• **Activity**: With the images removed, return every line below exactly as it reads.

=-=-=

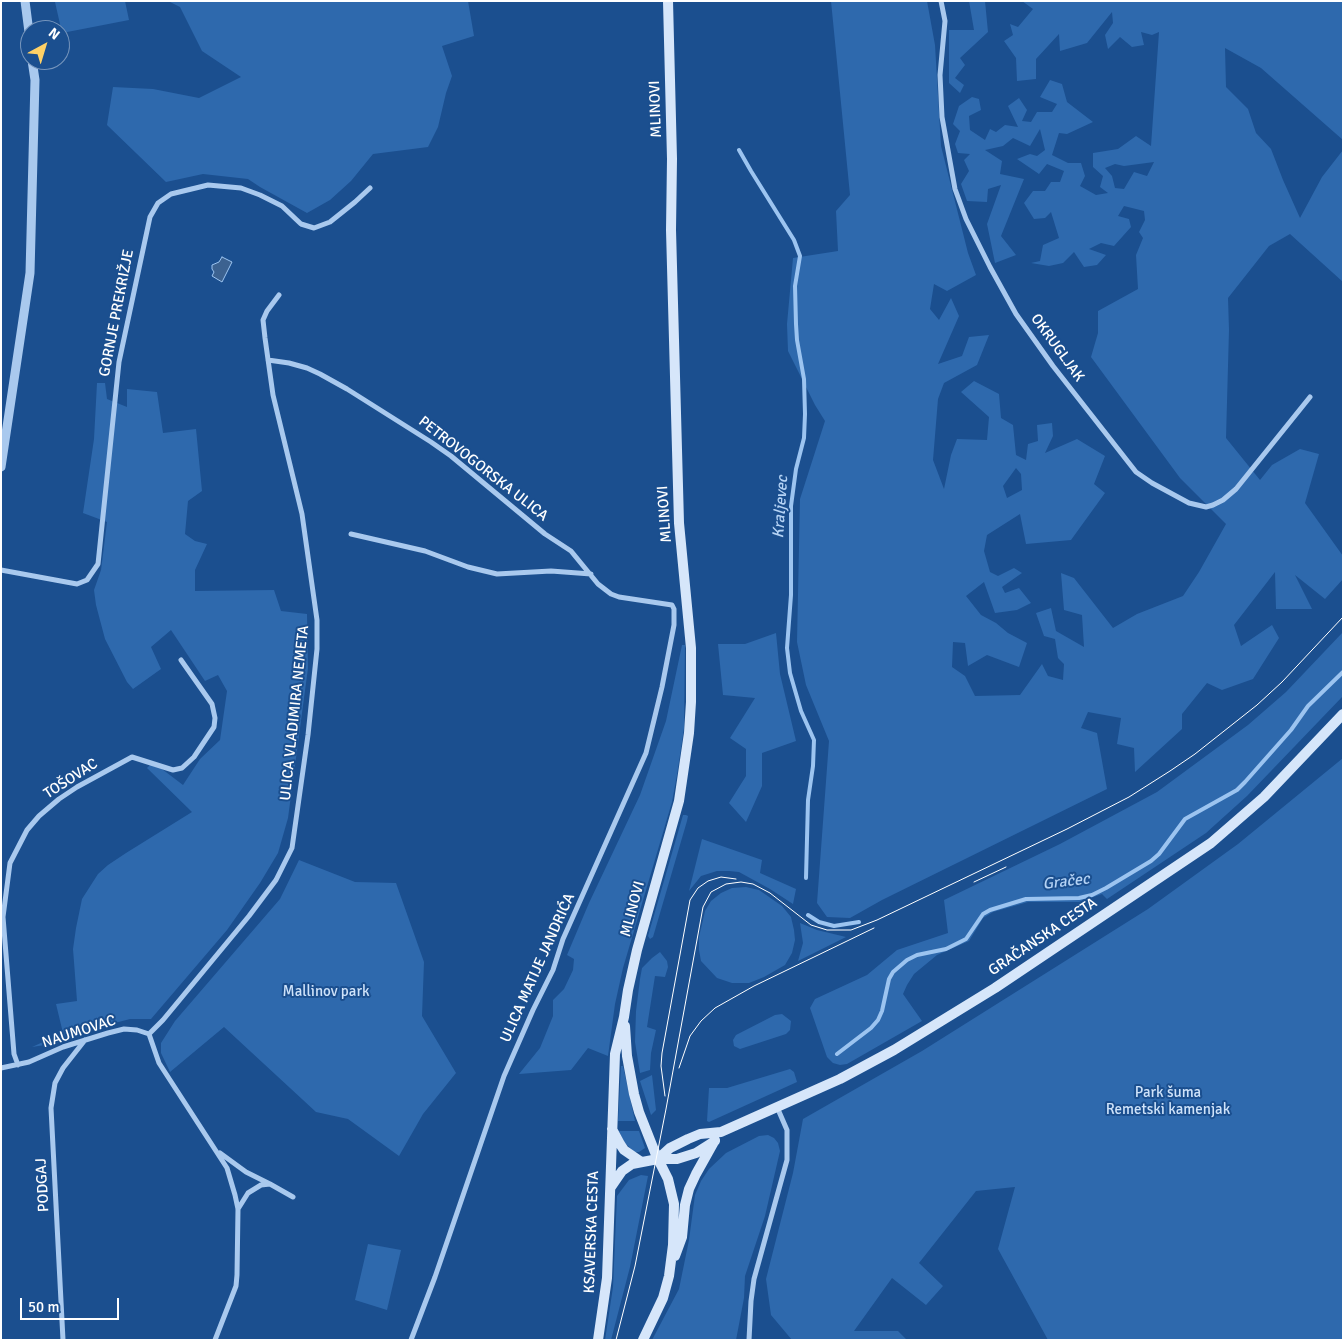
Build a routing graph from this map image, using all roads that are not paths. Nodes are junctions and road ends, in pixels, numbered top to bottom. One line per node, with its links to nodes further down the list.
1 (25, 1): 4 (street)
2 (668, 1): 17 (main road, MLINOVI)
3 (941, 1): 9 (street, OKRUGLJAK)
4 (27, 20)
5 (34, 70): 10 (street)
6 (370, 188): 12 (street, GORNJE PREKRIŽJE)
7 (278, 294): 8 (street, ULICA VLADIMIRA NEMETA)
8 (268, 360): 13 (street, PETROVOGORSKA ULICA); 18 (street, ULICA VLADIMIRA NEMETA)
9 (1310, 397)
10 (1, 467)
11 (351, 534): 13 (street)
12 (1, 570)
13 (591, 574): 14 (street, PETROVOGORSKA ULICA)
14 (672, 605): 35 (street, ULICA MATIJE JANDRIĆA)
15 (181, 660): 20 (street, TOŠOVAC)
16 (1343, 714): 22 (main road, GRAČANSKA CESTA)
17 (624, 1017): 23 (main road, MLINOVI); 26 (main road, MLINOVI)
18 (149, 1034): 19 (street, NAUMOVAC); 25 (street)
19 (85, 1040): 20 (street, NAUMOVAC); 33 (street, PODGAJ)
20 (18, 1065): 21 (street, NAUMOVAC)
21 (1, 1068)
22 (777, 1108): 24 (main road, GRAČANSKA CESTA); 38 (street)
23 (611, 1125): 27 (main road); 29 (main road, KSAVERSKA CESTA)
24 (718, 1136): 26 (main road, GRAČANSKA CESTA); 26 (main road, GRAČANSKA CESTA); 32 (main road)
25 (217, 1151): 28 (street); 31 (street)
26 (658, 1159): 27 (main road, GRAČANSKA CESTA); 32 (main road)
27 (640, 1161): 29 (main road, GRAČANSKA CESTA)
28 (270, 1184): 30 (street); 31 (street)
29 (610, 1191): 36 (main road, KSAVERSKA CESTA)
30 (293, 1197)
31 (238, 1209): 34 (street)
32 (671, 1266): 37 (main road)
33 (63, 1340)
34 (215, 1340)
35 (411, 1340)
36 (598, 1340)
37 (642, 1340)
38 (750, 1340)

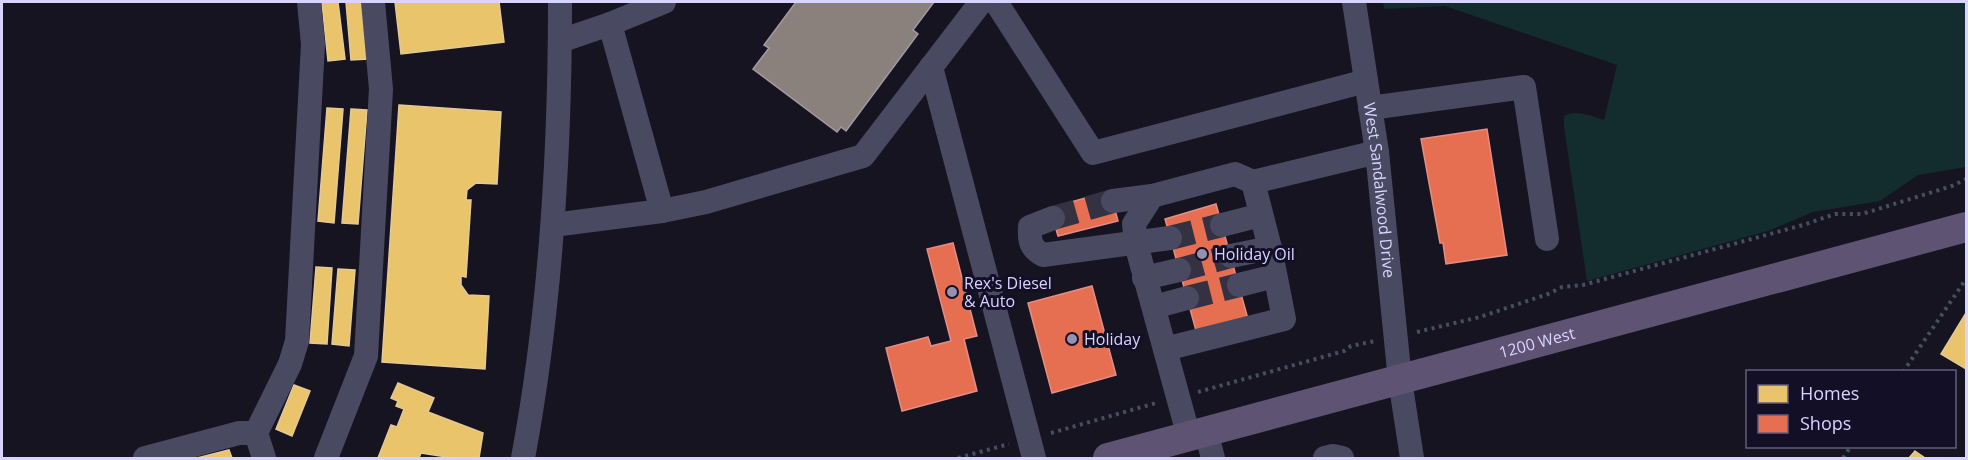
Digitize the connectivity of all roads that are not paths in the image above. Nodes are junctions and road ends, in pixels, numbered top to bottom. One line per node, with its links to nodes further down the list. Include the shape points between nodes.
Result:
1 (309, 2): 36 (street, via 313,44 297,341 291,364)
2 (373, 2): 40 (street, via 381,89 366,356)
3 (560, 2): 9 (street)
4 (664, 2): 8 (street)
5 (981, 2): 10 (street)
6 (996, 2): 11 (street, via 1093,153)
7 (1354, 2): 11 (street, West Sandalwood Drive)
8 (610, 24): 9 (street); 17 (street)
9 (560, 41): 20 (street)
10 (931, 67): 17 (street, via 863,156); 42 (street)
11 (1366, 81): 12 (street, West Sandalwood Drive)
12 (1370, 108): 13 (street, West Sandalwood Drive); 24 (street, via 1524,87)
13 (1377, 152): 14 (street); 35 (street, West Sandalwood Drive)
14 (1253, 182): 15 (street, via 1235,174); 18 (street)
15 (1152, 196): 16 (street); 25 (street, via 1134,224)
16 (1113, 201)
17 (662, 212): 20 (street)
18 (1261, 215): 21 (street); 26 (street)
19 (1053, 218): 25 (street, via 1030,227 1033,249 1043,255)
20 (553, 225): 41 (street)
21 (1222, 225)
22 (1966, 227): 35 (main road, 1200 West)
23 (1170, 238): 25 (street)
24 (1547, 239)
25 (1136, 244): 30 (street)
26 (1270, 248): 27 (street); 29 (street)
27 (1231, 256)
28 (1179, 270): 30 (street)
29 (1275, 276): 31 (street); 34 (street, via 1284,319)
30 (1144, 278): 33 (street)
31 (1239, 285)
32 (1187, 298): 33 (street)
33 (1154, 307): 34 (street)
34 (1166, 350): 37 (street)
35 (1400, 380): 37 (main road, 1200 West); 46 (street, West Sandalwood Drive)
36 (256, 433): 38 (street); 39 (street)
37 (1202, 442): 43 (main road, 1200 West)
38 (145, 459)
39 (264, 459)
40 (326, 459)
41 (523, 459)
42 (1034, 459)
43 (1108, 459)
44 (1325, 459): 45 (street)
45 (1342, 459)
46 (1412, 459)

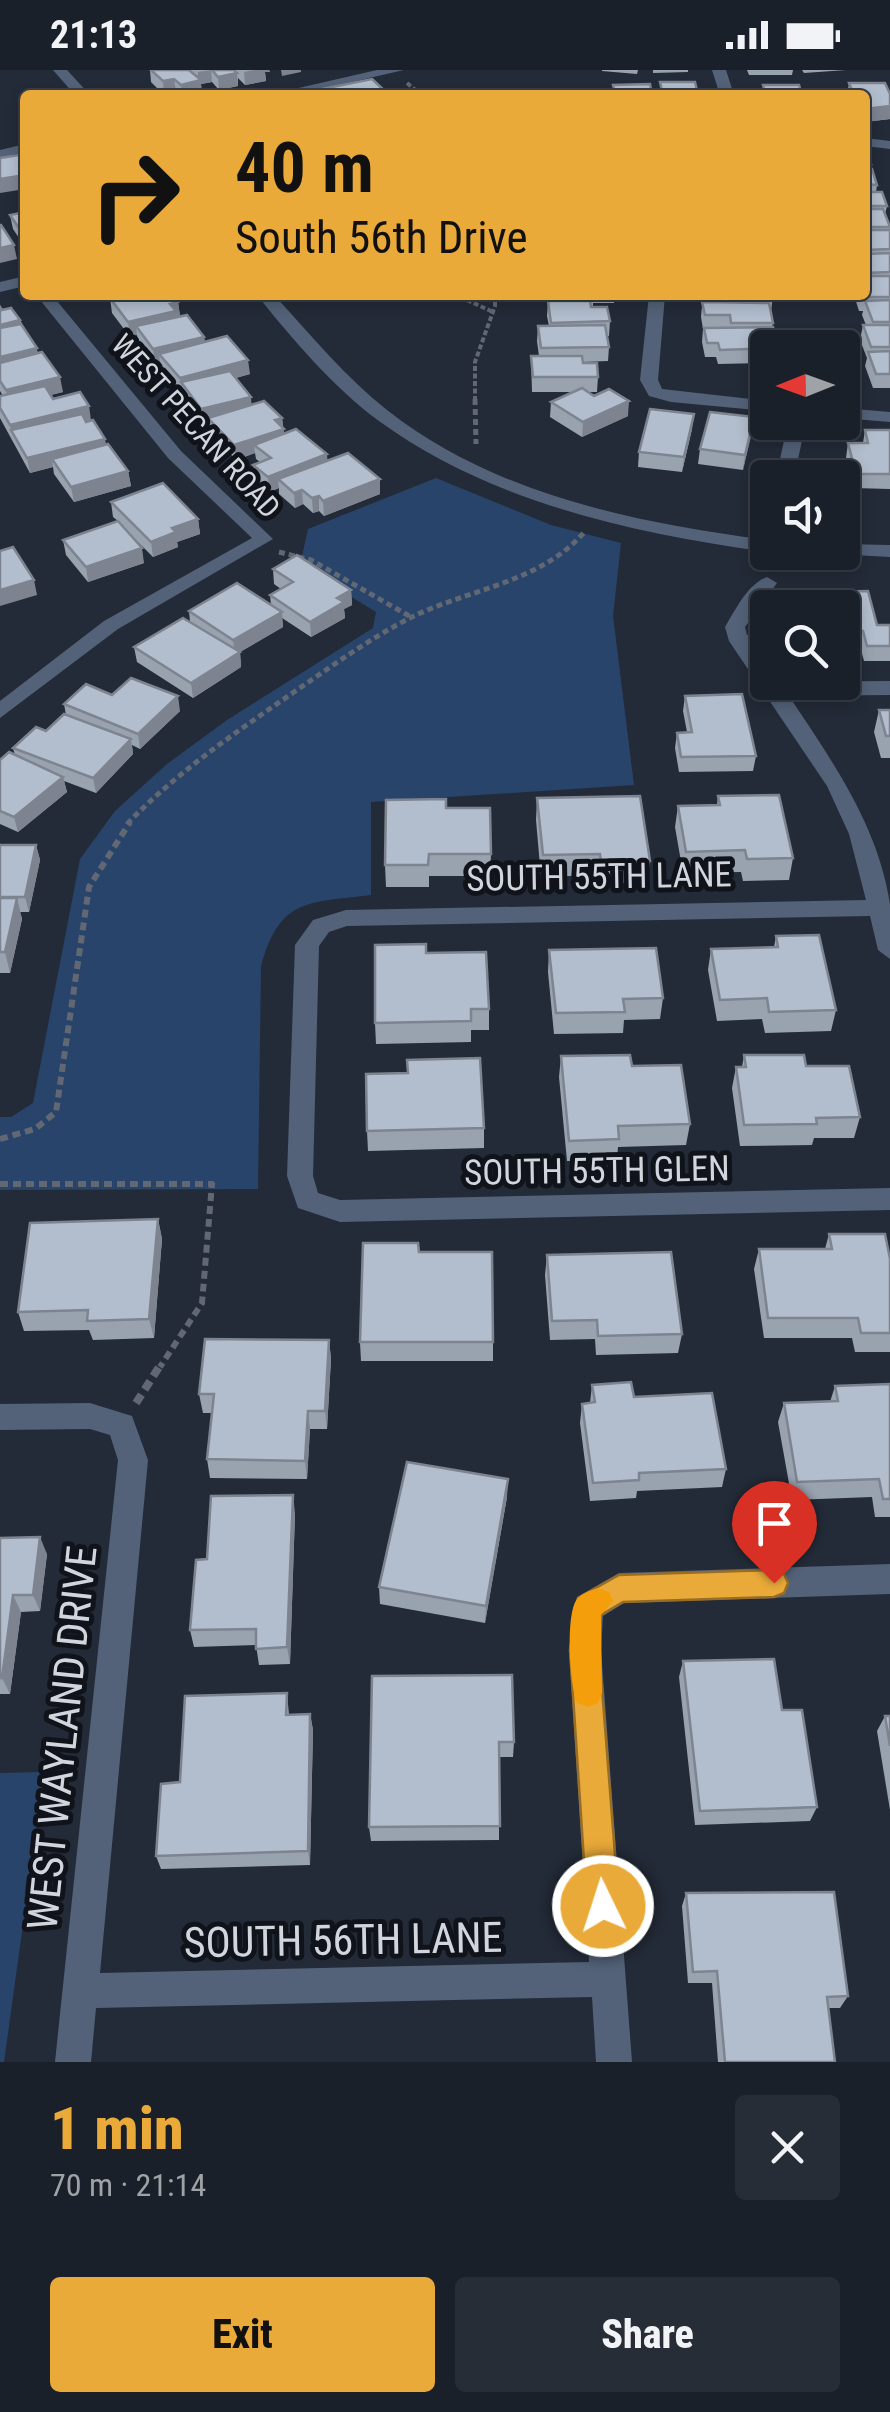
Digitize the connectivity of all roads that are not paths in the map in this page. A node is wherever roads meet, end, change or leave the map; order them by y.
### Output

=-=-=

• **Reply to the exercise**:
Build a routing graph from this map image, using all roads that are not paths. Nodes are junctions and road ends, in pixels, numbered top to bottom. One line per node, with its links to nodes further down the list.
1 (25, 1): 4 (street)
2 (668, 1): 17 (main road, MLINOVI)
3 (941, 1): 9 (street, OKRUGLJAK)
4 (27, 20)
5 (34, 70): 10 (street)
6 (370, 188): 12 (street, GORNJE PREKRIŽJE)
7 (278, 294): 8 (street, ULICA VLADIMIRA NEMETA)
8 (268, 360): 13 (street, PETROVOGORSKA ULICA); 18 (street, ULICA VLADIMIRA NEMETA)
9 (1310, 397)
10 (1, 467)
11 (351, 534): 13 (street)
12 (1, 570)
13 (591, 574): 14 (street, PETROVOGORSKA ULICA)
14 (672, 605): 35 (street, ULICA MATIJE JANDRIĆA)
15 (181, 660): 20 (street, TOŠOVAC)
16 (1343, 714): 22 (main road, GRAČANSKA CESTA)
17 (624, 1017): 23 (main road, MLINOVI); 26 (main road, MLINOVI)
18 (149, 1034): 19 (street, NAUMOVAC); 25 (street)
19 (85, 1040): 20 (street, NAUMOVAC); 33 (street, PODGAJ)
20 (18, 1065): 21 (street, NAUMOVAC)
21 (1, 1068)
22 (777, 1108): 24 (main road, GRAČANSKA CESTA); 38 (street)
23 (611, 1125): 27 (main road); 29 (main road, KSAVERSKA CESTA)
24 (718, 1136): 26 (main road, GRAČANSKA CESTA); 26 (main road, GRAČANSKA CESTA); 32 (main road)
25 (217, 1151): 28 (street); 31 (street)
26 (658, 1159): 27 (main road, GRAČANSKA CESTA); 32 (main road)
27 (640, 1161): 29 (main road, GRAČANSKA CESTA)
28 (270, 1184): 30 (street); 31 (street)
29 (610, 1191): 36 (main road, KSAVERSKA CESTA)
30 (293, 1197)
31 (238, 1209): 34 (street)
32 (671, 1266): 37 (main road)
33 (63, 1340)
34 (215, 1340)
35 (411, 1340)
36 (598, 1340)
37 (642, 1340)
38 (750, 1340)

Digitize the connectivity of all roads that are not paths in the image above. Nodes are junctions and road ends, in pixels, numbered top to bottom. One line per node, with its links to nodes further down the list. Include the shape points between nodes.
Result:
1 (309, 2): 36 (street, via 313,44 297,341 291,364)
2 (373, 2): 40 (street, via 381,89 366,356)
3 (560, 2): 9 (street)
4 (664, 2): 8 (street)
5 (981, 2): 10 (street)
6 (996, 2): 11 (street, via 1093,153)
7 (1354, 2): 11 (street, West Sandalwood Drive)
8 (610, 24): 9 (street); 17 (street)
9 (560, 41): 20 (street)
10 (931, 67): 17 (street, via 863,156); 42 (street)
11 (1366, 81): 12 (street, West Sandalwood Drive)
12 (1370, 108): 13 (street, West Sandalwood Drive); 24 (street, via 1524,87)
13 (1377, 152): 14 (street); 35 (street, West Sandalwood Drive)
14 (1253, 182): 15 (street, via 1235,174); 18 (street)
15 (1152, 196): 16 (street); 25 (street, via 1134,224)
16 (1113, 201)
17 (662, 212): 20 (street)
18 (1261, 215): 21 (street); 26 (street)
19 (1053, 218): 25 (street, via 1030,227 1033,249 1043,255)
20 (553, 225): 41 (street)
21 (1222, 225)
22 (1966, 227): 35 (main road, 1200 West)
23 (1170, 238): 25 (street)
24 (1547, 239)
25 (1136, 244): 30 (street)
26 (1270, 248): 27 (street); 29 (street)
27 (1231, 256)
28 (1179, 270): 30 (street)
29 (1275, 276): 31 (street); 34 (street, via 1284,319)
30 (1144, 278): 33 (street)
31 (1239, 285)
32 (1187, 298): 33 (street)
33 (1154, 307): 34 (street)
34 (1166, 350): 37 (street)
35 (1400, 380): 37 (main road, 1200 West); 46 (street, West Sandalwood Drive)
36 (256, 433): 38 (street); 39 (street)
37 (1202, 442): 43 (main road, 1200 West)
38 (145, 459)
39 (264, 459)
40 (326, 459)
41 (523, 459)
42 (1034, 459)
43 (1108, 459)
44 (1325, 459): 45 (street)
45 (1342, 459)
46 (1412, 459)

Digitize the connectivity of all roads that are not paths in the map in this page. A node is wherever roads meet, end, change or leave the map; order them by y.
### Output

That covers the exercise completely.